Encoding for

The Thomas

Red Diamond button The Thomas
Red Diamond button
The Use of
Red Diamond button

Red Diamond button



Vertical Moroon Bar

Textual Encoding for Humanities Research

The Textual Encoding Initiative

The Thomas MacGreevy Hypertext Chronology is committed to encoding principles based on the Textual Encoding Initiative (TEI). TEI is 'an international project to develop guidelines for the preparation and interchange of electronic texts for scholarly research, and to satisfy a broad range of uses by the language industries more generally.'

TEI was developed in the late 1980s to enable better interchange and integration of data in the humanities. It aims to support all genres of text in all languages and across all periods. It provides guidance on what and how to encode for 'loss-free platform-independent interchange of information'.

TEI is sponsored by the Association for Computers and the Humanities (ACH), the Association for Computational Linguistics (ACL), and the Association for Literary and Linguistic Computing (ALLC). It has international support from groups including the Directorate XIII of the Commission of the European Communities (CEC/DG-XIII), the U.S. National Endowment for the Humanities (NEH), the Andrew W. Mellon Foundation, and the Social Science and Humanities Research Council of Canada.

Standard Generalised Markup Language

TEI is an application of Standard Generalised Markup Language (SGML). And SGML is an ISO standard (ISO 8879:1986) notation for defining generalised markup languages. In other words, despite its name, SGML is not actually a language but a meta-language.An SGML Document Type Definition, or DTD, defines the rules for marking up a type of document, be it a journal article, a newsletter, a letter, and so on. Each SGML-marked-up document must contain, or refer to, the relevant DTD.

Among the applications of SGML, the most widely known is Hypertext Markup Language (HTML), the native language of the World Wide Web. HTML is a relatively simple application with a restricted tag set, designed specifically for Web distribution and access.

HTML describes the visual appearance of the documents it is used to define; the markup is directly translated into physical features by HTML browsers such as Netscape and Microsoft Internet Explorer. In general, however, SGML-based languages, for example TEI, describe the logical structure and meaning of documents. So, for example, SGML might be used to identify components such as the title, author and section headings of a piece of prose but there might be no indication as to where to display these components on the screen or what fonts to use.
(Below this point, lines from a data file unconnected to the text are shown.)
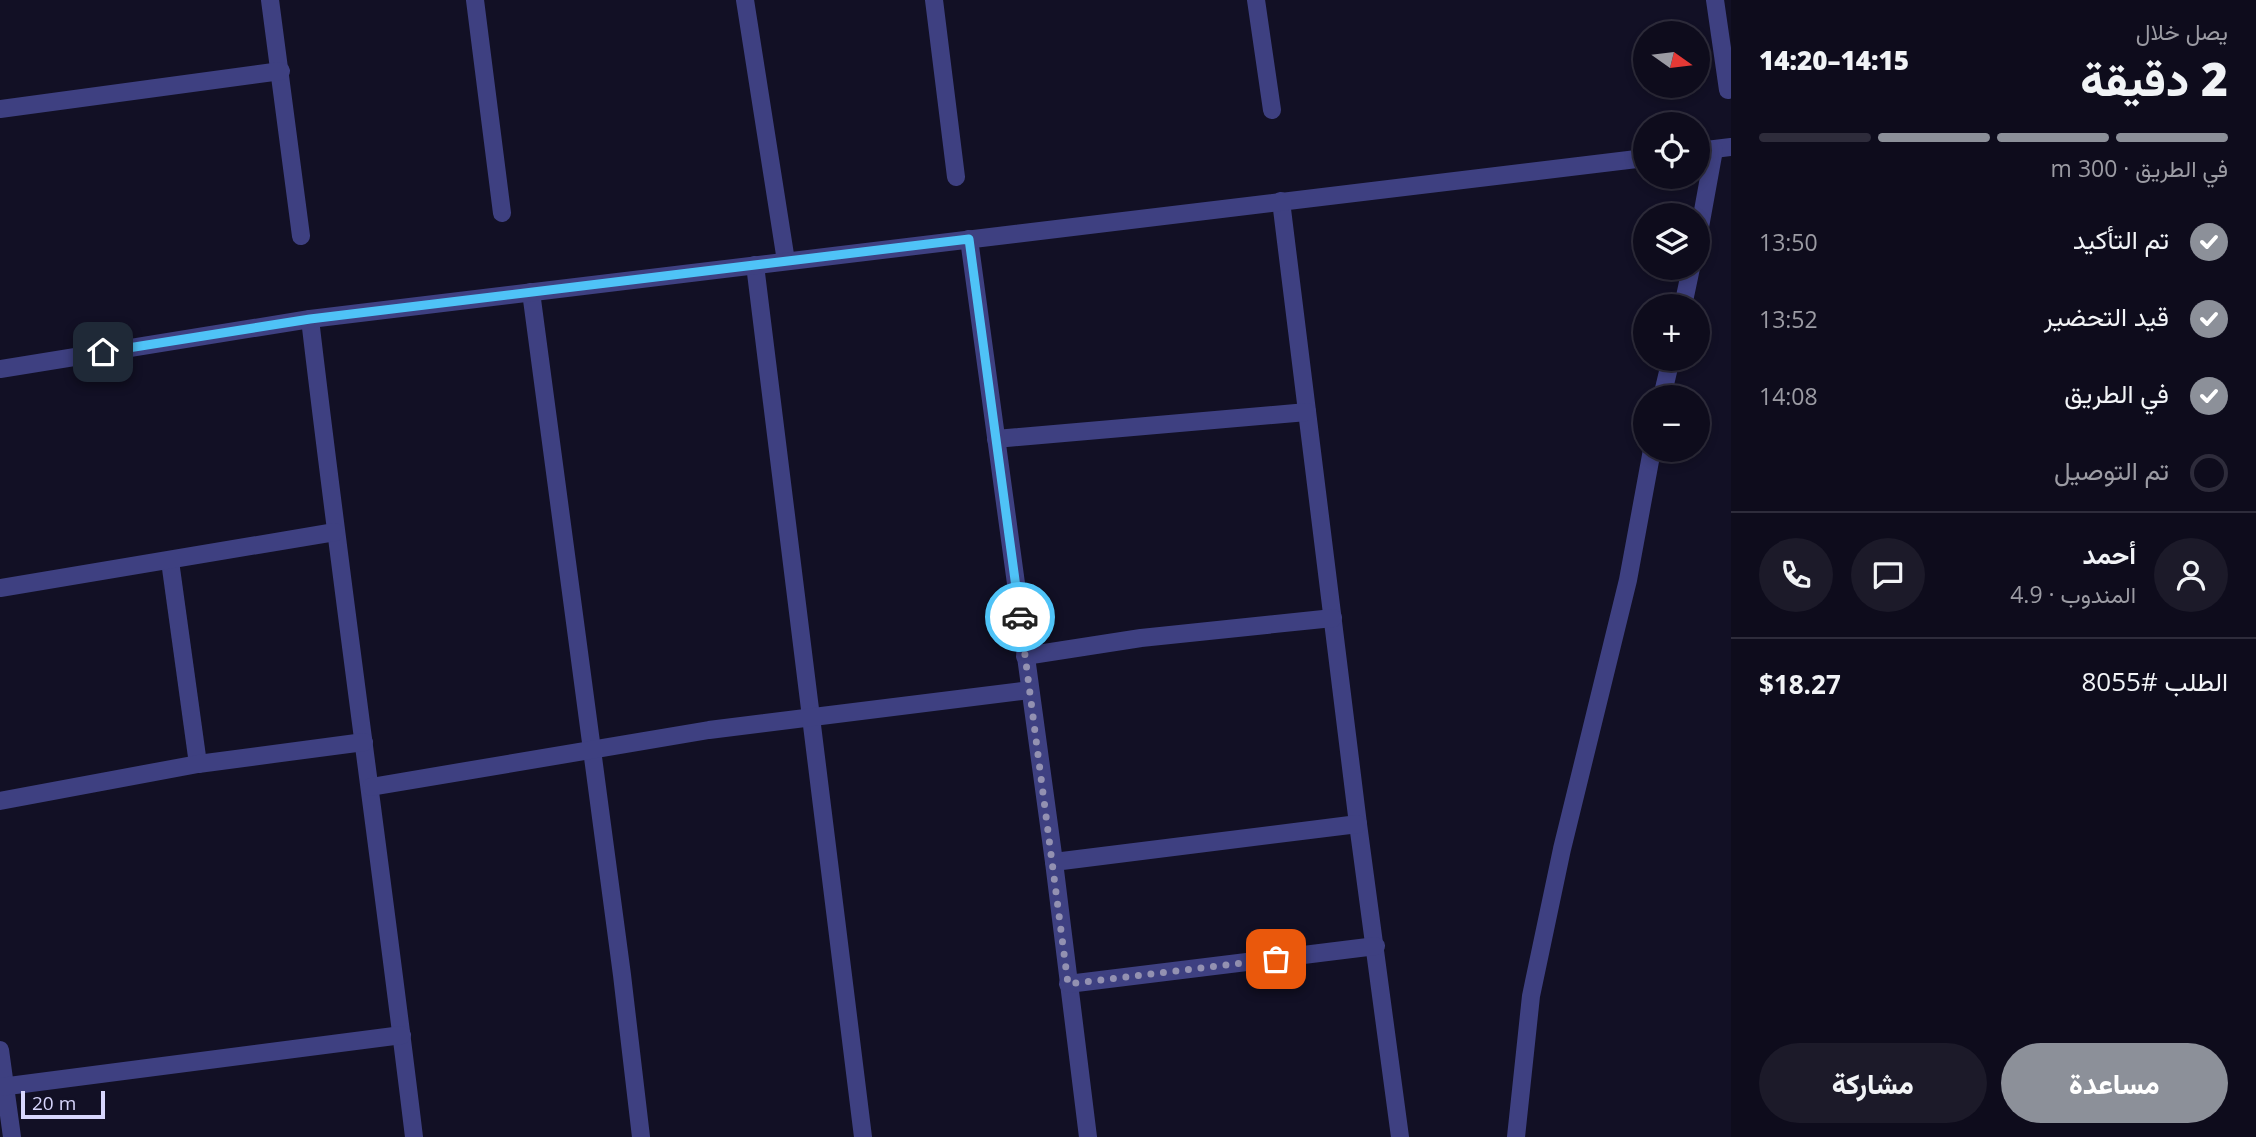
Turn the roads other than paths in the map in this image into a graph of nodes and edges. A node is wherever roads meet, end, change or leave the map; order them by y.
1 (270, 0) edge
2 (475, 0) edge
3 (746, 0) edge
4 (934, 0) edge
5 (1256, 0) edge
6 (1714, 0) edge
7 (281, 71) junction
8 (1728, 90) dead end
9 (0, 109) edge
10 (1272, 110) dead end
11 (1714, 149) edge
12 (1633, 159) edge
13 (956, 177) dead end
14 (1280, 201) junction
15 (1704, 203) edge
16 (502, 213) dead end
17 (301, 236) dead end
18 (969, 239) junction
19 (786, 261) junction
20 (755, 265) junction
21 (531, 292) junction
22 (310, 319) junction
23 (0, 369) edge
24 (1307, 412) junction
25 (996, 439) junction
26 (1650, 462) edge
27 (335, 532) junction
28 (170, 561) junction
29 (0, 588) edge
30 (1333, 618) junction
31 (1025, 656) junction
32 (1030, 690) junction
33 (810, 717) junction
34 (364, 742) junction
35 (591, 750) junction
36 (198, 764) junction
37 (370, 787) junction
38 (0, 801) edge
39 (1359, 824) junction
40 (1054, 862) junction
41 (1376, 946) junction
42 (1068, 984) junction
43 (402, 1035) junction
44 (0, 1050) edge
45 (3, 1086) edge
46 (12, 1137) edge
47 (414, 1137) edge
48 (640, 1137) edge
49 (863, 1137) edge
50 (1087, 1137) edge
51 (1400, 1137) edge
52 (1516, 1137) edge

1 - 7 street
2 - 16 street
3 - 19 street
4 - 13 street
5 - 10 street
6 - 8 street
7 - 9 street
7 - 17 street
11 - 15 street
12 - 14 street
14 - 18 street
14 - 24 street
18 - 19 street
18 - 25 street
19 - 20 street
20 - 21 street
20 - 33 street
21 - 22 street
21 - 35 street
22 - 23 street
22 - 27 street
24 - 25 street
24 - 30 street
25 - 31 street
26 - 52 street
27 - 28 street
27 - 34 street
28 - 29 street
28 - 36 street
30 - 31 street
30 - 39 street
31 - 32 street
32 - 33 street
32 - 40 street
33 - 35 street
33 - 49 street
34 - 36 street
34 - 37 street
35 - 37 street
35 - 48 street
36 - 38 street
37 - 43 street
39 - 40 street
39 - 41 street
40 - 42 street
41 - 42 street
41 - 51 street
42 - 50 street
43 - 45 street
43 - 47 street
44 - 45 street
45 - 46 street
Because SGML-based languages, with the exception of HTML, do not generally describe appearance, an application is required to convert the documents in question to a suitable viewing format. This application could be an SGML viewer, for example, Softquad’s Panorama for Netscape. Panorama uses style sheets to relate logical markup to physical appearance.

Alternatively, SGML might be converted to another format for display. For example, the CELT (Corpus of Electronic Texts) project at University College Cork which provides 'an online resource for contemporary and historical Irish documents in literature, history and politics', encodes electronic documents using the TEI DTD. They are converted to HTML and both the TEI and HTML versions are made available to the end-user. This makes it possible to maintain a corpus of richly marked-up texts but also to make them easily accessible using more widely-available Web technology.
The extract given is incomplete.